In Down’s hands, the act of being human, and especially of breathing and loving another human, is so constrained and elegant.
In the train we took seats side by side. Lewis touched the back of his hand to mine. Our knuckles kissed lightly. (‘Convalescence’)
Here is youth. Even in stepping back – where relationships are breaking down, or grief is overwhelming, or people are literally dying – the stories look forward. There is always a hint of something new coming, of more being ahead. The dialogue – which is convincing and often deeply affecting – is fresh-faced, earnest, buoyant, but the same time, there’s a thread of melancholy, a kind of futility that only comes with having so much time ahead of you, and knowing it will mostly be wasted.
I had no friends. I had only them: Tommy and Sigrid. I was the spectator, the sister; the joyful witness to their Great Passion. (‘Aokigahara’)
The characters in this collection seem to exist outside of their brief appearances. It would be easy to imagine Down had written much longer pieces, and simply plucked from them the most important fragments.
[Stories] hang together easily, drawing the reader in to each contained world without quite removing them from the one before.

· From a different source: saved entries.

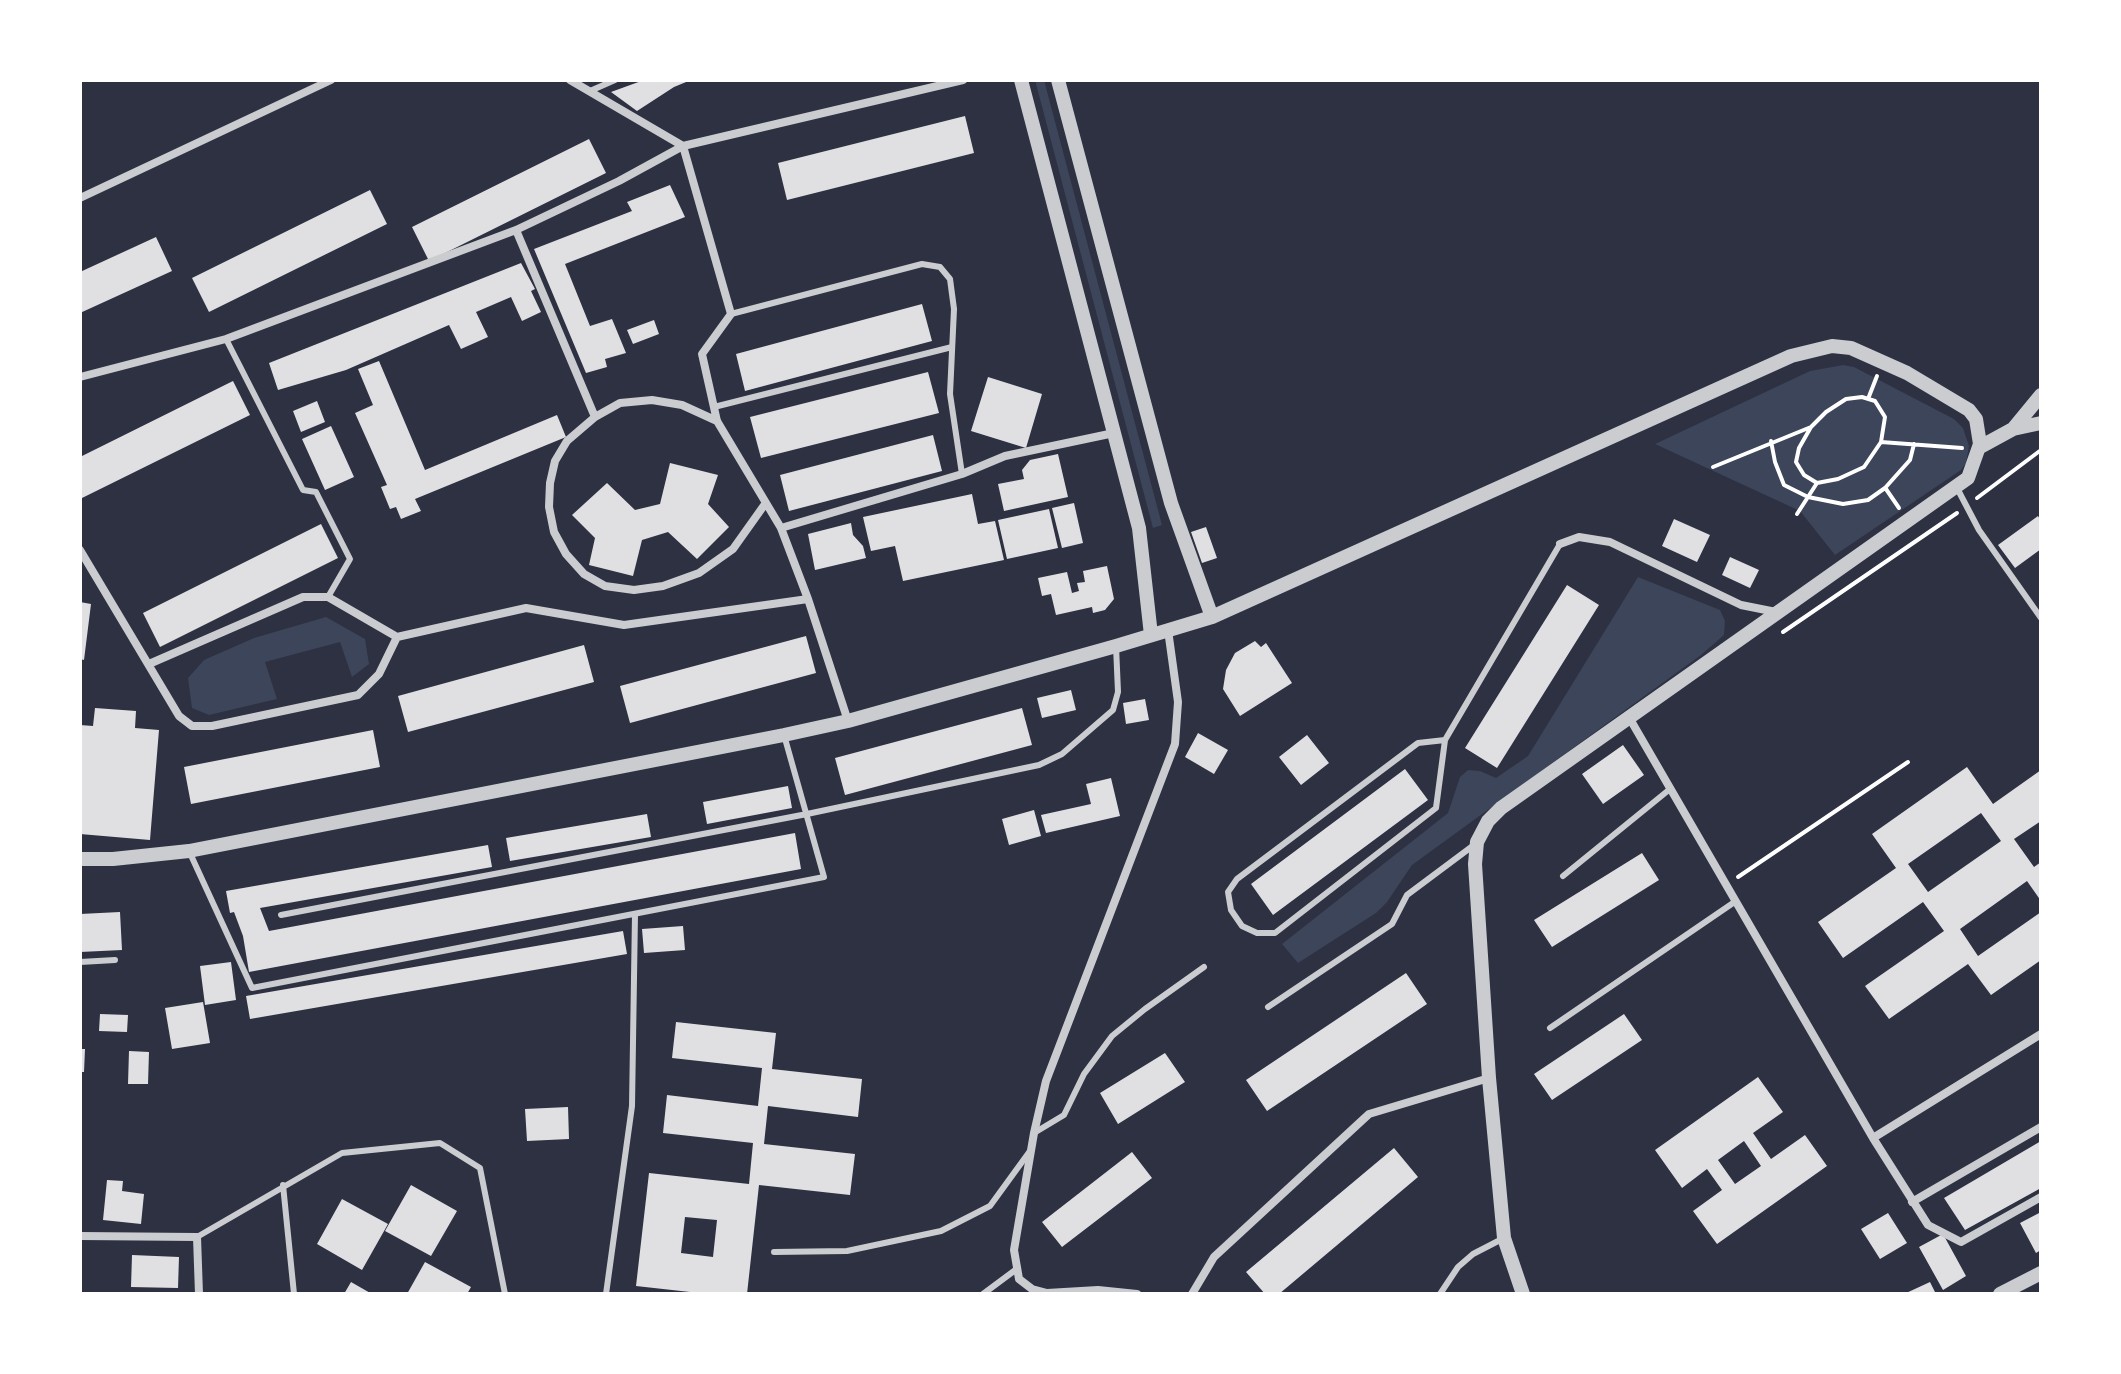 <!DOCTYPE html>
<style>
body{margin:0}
#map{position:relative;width:2121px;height:1374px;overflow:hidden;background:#2d3142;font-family:Merriweather,serif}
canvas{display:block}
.frame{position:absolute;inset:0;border:82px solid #fff;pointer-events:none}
</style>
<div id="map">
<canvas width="2121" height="1374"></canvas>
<div class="frame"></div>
</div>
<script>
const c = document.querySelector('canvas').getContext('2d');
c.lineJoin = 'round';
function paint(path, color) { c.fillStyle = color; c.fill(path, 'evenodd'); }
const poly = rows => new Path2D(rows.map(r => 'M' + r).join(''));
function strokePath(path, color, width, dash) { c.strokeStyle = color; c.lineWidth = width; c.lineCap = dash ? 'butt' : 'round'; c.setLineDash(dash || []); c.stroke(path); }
paint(poly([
 [1035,80,1044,80,1162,525,1153,528],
 [1843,365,1854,367,1954,419,1963,428,1969,446,1966,463,1961,470,1835,555,1800,511,1655,444,1810,371],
 [1638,577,1720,610,1725,621,1724,635,1701,655,1412,865,1387,902,1376,913,1298,963,1282,944,1448,813,1460,777,1468,770,1480,771,1496,778,1528,756],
 [326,617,365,639,369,664,352,677,340,642,265,662,277,699,209,715,192,708,188,678,204,660,254,638]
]), '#3c4559');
paint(poly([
 [644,80,691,80,674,87,637,111,611,92],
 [965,116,974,153,787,200,778,163],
 [589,139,606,173,429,261,412,227],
 [670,185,685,217,565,264,590,326,612,319,626,353,605,359,607,367,586,373,534,249,632,211,627,202],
 [370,190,387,224,209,312,192,278],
 [156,237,172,271,80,313,80,272],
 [521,263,535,289,531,291,541,312,522,321,511,297,476,312,488,337,461,349,449,325,346,370,278,390,269,363],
 [922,304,932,341,745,391,736,354],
 [654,320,659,334,633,344,627,330],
 [379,361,425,470,557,415,566,437,415,499,421,511,401,519,396,507,390,509,381,487,387,485,355,413,373,405,358,369],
 [928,372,939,413,761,458,750,417],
 [988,377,1042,394,1026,448,971,431],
 [233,381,250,415,80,499,80,457],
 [317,401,325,422,301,432,293,411],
 [331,426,354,477,325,490,302,439],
 [933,435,942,471,789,511,780,475],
 [1058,454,1068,497,1004,511,998,484,1024,479,1022,470,1030,460],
 [670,463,718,475,708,504,729,527,697,559,668,532,642,540,633,576,589,565,595,538,572,515,607,483,635,510,660,504],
 [972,494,978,524,995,521,1004,560,903,581,895,546,871,551,863,517],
 [1074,503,1083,543,1062,548,1052,508],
 [1049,509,1058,548,1007,559,998,520],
 [2038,516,2041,521,2041,549,2015,568,1998,545],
 [1674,519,1710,535,1697,562,1662,546],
 [851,523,853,535,863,546,866,558,815,570,808,534],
 [321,524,338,558,160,647,143,613],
 [1206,527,1217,558,1202,563,1191,532],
 [1730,557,1759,570,1750,588,1722,575],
 [1107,566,1114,599,1105,610,1093,613,1092,607,1056,615,1051,594,1042,596,1038,578,1067,572,1072,593,1079,591,1077,583,1085,582,1083,571],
 [1567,585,1599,605,1497,768,1465,748],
 [80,602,91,604,84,660,80,659],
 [806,636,816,673,630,723,620,686],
 [1255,641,1261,647,1266,643,1292,683,1240,716,1223,689,1226,670,1235,653],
 [584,645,594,682,408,732,398,696],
 [1071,690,1076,710,1042,718,1037,698],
 [1145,699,1149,720,1126,724,1123,703],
 [95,708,136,711,135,728,159,730,150,840,80,834,80,725,93,726],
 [1022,708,1032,745,845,795,835,758],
 [373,730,380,767,191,804,184,767],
 [1198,733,1228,750,1214,774,1185,757],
 [1307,735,1329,763,1301,785,1279,757],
 [1623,745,1644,775,1603,804,1582,774],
 [1967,767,1993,804,2041,770,2041,821,2014,839,2034,867,2041,862,2041,901,2027,881,1960,929,1978,956,2041,912,2041,960,1991,995,1968,964,1889,1019,1865,986,1944,931,1923,902,1843,958,1818,922,1896,868,1872,834],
 [1981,813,2001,841,1928,892,1908,864],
 [1405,769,1428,800,1273,915,1251,884],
 [1111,778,1120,816,1046,833,1041,815,1091,804,1086,784],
 [788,786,792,808,707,824,703,802],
 [1034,810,1041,836,1009,845,1002,819],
 [647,814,651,837,510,861,506,838],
 [795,833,801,869,249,972,243,936,234,912,230,913,226,891,488,845,492,867,260,908,269,931],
 [1642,853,1659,880,1552,947,1534,920],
 [120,912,122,950,80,952,80,914],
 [683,926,685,950,644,953,642,929],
 [623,931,627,954,250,1019,246,996],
 [231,962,236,1000,205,1005,200,966],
 [1406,973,1427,1004,1267,1111,1246,1080],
 [203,1002,210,1043,172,1049,165,1008],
 [100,1014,128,1015,127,1032,99,1031],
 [1624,1014,1642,1040,1552,1100,1534,1074],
 [676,1022,776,1033,772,1069,862,1079,858,1117,768,1106,764,1144,855,1154,850,1195,759,1185,747,1294,708,1294,636,1286,649,1173,749,1184,753,1143,663,1133,667,1095,758,1106,762,1068,672,1058],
 [685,1217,717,1220,713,1257,681,1253],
 [80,1049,85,1049,84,1072,80,1072],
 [129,1051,149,1052,148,1084,128,1084],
 [1165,1053,1185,1082,1118,1124,1100,1093],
 [1758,1077,1783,1112,1753,1133,1771,1159,1805,1135,1827,1166,1717,1244,1693,1211,1722,1190,1707,1169,1682,1188,1655,1150],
 [1744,1141,1761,1166,1735,1184,1718,1160],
 [568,1107,569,1139,527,1141,525,1109],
 [2041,1141,2041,1188,1965,1230,1944,1198],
 [1394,1148,1418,1177,1279,1294,1265,1294,1246,1272],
 [1132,1152,1152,1178,1062,1247,1042,1222],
 [107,1180,123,1181,122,1191,144,1194,141,1224,103,1220],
 [411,1185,457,1211,431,1256,385,1231],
 [342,1199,388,1224,362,1270,317,1244],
 [2041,1212,2041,1250,2036,1253,2020,1223],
 [1888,1213,1907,1243,1880,1259,1861,1229],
 [1943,1234,1966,1276,1943,1290,1919,1247],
 [132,1255,179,1257,178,1288,131,1287],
 [425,1262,471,1287,467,1294,407,1294],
 [351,1282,372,1294,344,1294],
 [1930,1282,1936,1294,1904,1294]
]), '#e0e0e3');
strokePath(poly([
 [1868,399,1877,376],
 [1771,441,1775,462,1784,485,1808,497,1843,504,1868,500,1885,488,1910,460,1914,444],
 [1881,442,1962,448],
 [1713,467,1811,427,1826,412,1846,399,1862,397,1875,401,1885,417,1881,442,1864,467,1838,479,1817,483,1804,475,1796,462,1799,448,1811,427],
 [1886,489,1899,508],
 [1977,498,2041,450],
 [1797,514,1817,483],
 [1783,632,1957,513],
 [1738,877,1908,762]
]), '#fff', 4);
strokePath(poly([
 [590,91,615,80],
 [731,314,922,264,940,267,950,279,954,309,950,394,962,474],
 [226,339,303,490,316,492,350,559,328,597],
 [714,407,952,347],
 [1957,488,1979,530,2041,618],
 [1445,740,1418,743,1237,879,1228,892,1231,910,1242,926,1257,933,1275,933,1436,808,1445,740,1560,544],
 [189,851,252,988,824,877,784,735],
 [1563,876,1670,789],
 [281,915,807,814,1039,765,1062,754,1113,710,1118,692,1116,646],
 [80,962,115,960],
 [1268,1007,1392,924,1407,895,1474,845],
 [1550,1028,1736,901],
 [1034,1133,1064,1115,1084,1074,1112,1036,1145,1009,1204,967],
 [283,1185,294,1294],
 [197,1237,342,1153,440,1143,480,1168,505,1294],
 [774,1252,847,1251,941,1231,990,1206,1030,1151],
 [606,1294,632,1106,635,914],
 [983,1294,1018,1268],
 [1440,1294,1458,1267,1473,1254,1504,1238]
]), '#caccd0', 6);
strokePath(poly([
 [570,80,683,146,963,80],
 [80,198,331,80],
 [516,230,595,417],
 [80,377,226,339,516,230,619,181,683,146,731,314,702,354,717,421,781,528,808,599,848,721],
 [717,421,682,405,652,400,620,403,595,417,567,441,555,461,550,483,549,507,554,532,566,554,584,574,605,586,634,590,663,586,699,573,733,549,765,504],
 [781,528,962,474,1005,456,1114,433],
 [1560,544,1579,537,1610,542,1741,605,1776,612],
 [80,550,179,716,192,726,212,726,358,695,379,674,397,637,526,608,624,625,808,599],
 [149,664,303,597,328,597,397,637],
 [1630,719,1873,1138,1928,1225,1961,1242,2041,1197],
 [1873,1138,2041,1034],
 [1912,1202,2041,1127],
 [80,1236,197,1237,199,1294],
 [1137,1294,1098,1290,1047,1293,1032,1289,1019,1279,1014,1250,1034,1133,1046,1081,1175,744,1178,702,1168,630],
 [1192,1294,1214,1257,1369,1114,1489,1078]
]), '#caccd0', 8);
strokePath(poly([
 [1021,80,1139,528,1151,635],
 [1058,80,1171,503,1212,617],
 [2013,429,2041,395],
 [1980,447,2013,429,2041,423],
 [80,859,113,859,189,851,784,735,848,721,1116,646,1212,617,1791,356,1832,346,1851,348,1907,373,1969,410,1976,419,1980,444,1968,478,1501,808,1488,821,1477,842,1475,864,1489,1078,1504,1238,1523,1294],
 [2000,1294,2041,1273]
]), '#caccd0', 14);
</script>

As a collection, Pulse Points is beautiful. It’s a bit like opening a sketchbook and brushing a hand against all the charcoal nudes inside. The characters are exposed, the plots minimal. They hang together easily, drawing the reader in to each contained world without quite removing them from the one before. And by finishing with ‘Coarsegold’ – the only story that feels told fully – the threads are tied. For a book of incompleteness, it feels resolutely ended.
Down has insight into the human condition beyond her years and a talent for writing realism in unwaveringly sharp prose. In Pulse Points she uses these skills to make a statement about the many different hearts beating in the one universe, however unrelated they may seem. As with Our Magic Hour, readers will feel safe in the hands of such a skilful writer, one able to turn her awareness of the human condition into measured and universal storytelling.